The Drewry weekly Hong Kong-to-Los Angeles spot rate benchmark inched up this week, indicating that carriers’ plans to implement a $400 general rate increase on Dec. 15 were not successful, even as the lines renew their push for increases as of mid-January. The mid-December increase had been postponed from Dec. 1 because of market weakness, which is evidently continuing even as rates shot up last week based on mid-December GRIs in the Asia-Europe market.
The Hong Kong-Los Angeles rates stood at $2,213 per 40-foot container this week, up 2.1 percent or $45 from $2,168 last week.
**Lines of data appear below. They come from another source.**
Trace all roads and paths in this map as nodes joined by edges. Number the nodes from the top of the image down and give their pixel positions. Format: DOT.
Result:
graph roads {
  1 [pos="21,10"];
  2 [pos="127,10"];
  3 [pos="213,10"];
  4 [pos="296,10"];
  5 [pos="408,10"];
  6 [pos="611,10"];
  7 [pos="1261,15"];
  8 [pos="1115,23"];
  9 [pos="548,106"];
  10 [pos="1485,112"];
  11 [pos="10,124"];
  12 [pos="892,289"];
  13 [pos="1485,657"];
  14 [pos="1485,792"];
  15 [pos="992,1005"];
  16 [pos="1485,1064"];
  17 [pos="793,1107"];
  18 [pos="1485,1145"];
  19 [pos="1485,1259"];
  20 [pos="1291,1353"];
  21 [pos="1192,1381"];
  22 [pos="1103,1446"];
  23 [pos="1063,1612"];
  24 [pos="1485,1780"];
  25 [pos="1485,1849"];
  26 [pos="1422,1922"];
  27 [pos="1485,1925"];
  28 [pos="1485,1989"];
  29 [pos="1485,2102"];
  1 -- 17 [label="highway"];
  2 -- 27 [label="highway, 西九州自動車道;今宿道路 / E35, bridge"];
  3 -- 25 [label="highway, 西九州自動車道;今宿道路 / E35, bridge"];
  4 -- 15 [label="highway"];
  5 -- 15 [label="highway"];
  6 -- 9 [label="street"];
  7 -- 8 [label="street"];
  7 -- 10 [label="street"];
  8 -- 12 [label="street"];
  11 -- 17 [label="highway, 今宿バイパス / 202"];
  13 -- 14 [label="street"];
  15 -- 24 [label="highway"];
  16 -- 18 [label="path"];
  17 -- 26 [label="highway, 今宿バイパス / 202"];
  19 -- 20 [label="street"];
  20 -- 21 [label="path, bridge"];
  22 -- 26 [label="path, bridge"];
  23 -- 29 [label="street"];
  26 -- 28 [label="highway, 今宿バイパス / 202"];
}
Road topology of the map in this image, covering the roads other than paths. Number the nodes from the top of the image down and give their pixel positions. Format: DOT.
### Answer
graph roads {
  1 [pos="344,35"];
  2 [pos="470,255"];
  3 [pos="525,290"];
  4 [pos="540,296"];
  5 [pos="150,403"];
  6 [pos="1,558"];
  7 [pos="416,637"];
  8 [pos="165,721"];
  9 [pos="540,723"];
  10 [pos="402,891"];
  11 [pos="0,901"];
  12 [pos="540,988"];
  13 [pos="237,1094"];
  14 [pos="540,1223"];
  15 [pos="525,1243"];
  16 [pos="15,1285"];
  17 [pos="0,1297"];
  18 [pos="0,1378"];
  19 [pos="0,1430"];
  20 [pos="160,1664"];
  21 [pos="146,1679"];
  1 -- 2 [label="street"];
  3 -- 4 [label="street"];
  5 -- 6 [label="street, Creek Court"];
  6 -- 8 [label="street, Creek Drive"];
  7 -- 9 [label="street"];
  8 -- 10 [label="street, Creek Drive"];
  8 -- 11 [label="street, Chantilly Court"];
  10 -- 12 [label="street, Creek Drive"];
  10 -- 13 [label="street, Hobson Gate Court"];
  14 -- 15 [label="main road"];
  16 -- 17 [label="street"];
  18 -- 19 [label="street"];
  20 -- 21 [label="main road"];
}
Carriers this week showed at least a resolve to continue pushing for higher rates, with member lines of the Transpacific Stabilization Agreement announcing plans for a $600 per 40-foot container increase in dry cargo rates from Asia to the West Coast and $800 per FEU to all other destinations, effective Jan. 15. The increase coincides with a previously announced TSA increase for refrigerated shipments.
"This is a make or break period for trans-Pacific carriers,” said TSA Executive Administrator Brian M. Conrad said. “They cannot afford another year in which expiring contracts and seasonally weak demand erode rate levels, which are then extended for 12 months in the next year’s contracts. Lines see breaking this cycle as key to their viability going forward.”
The Drewry rate was the first increase since Sept. 12 and shows that while the carriers may not have come close yet to achieving desired increases, at least they have succeeded in halting the erosion that has sent the Drewry index down roughly 18 percent since early September.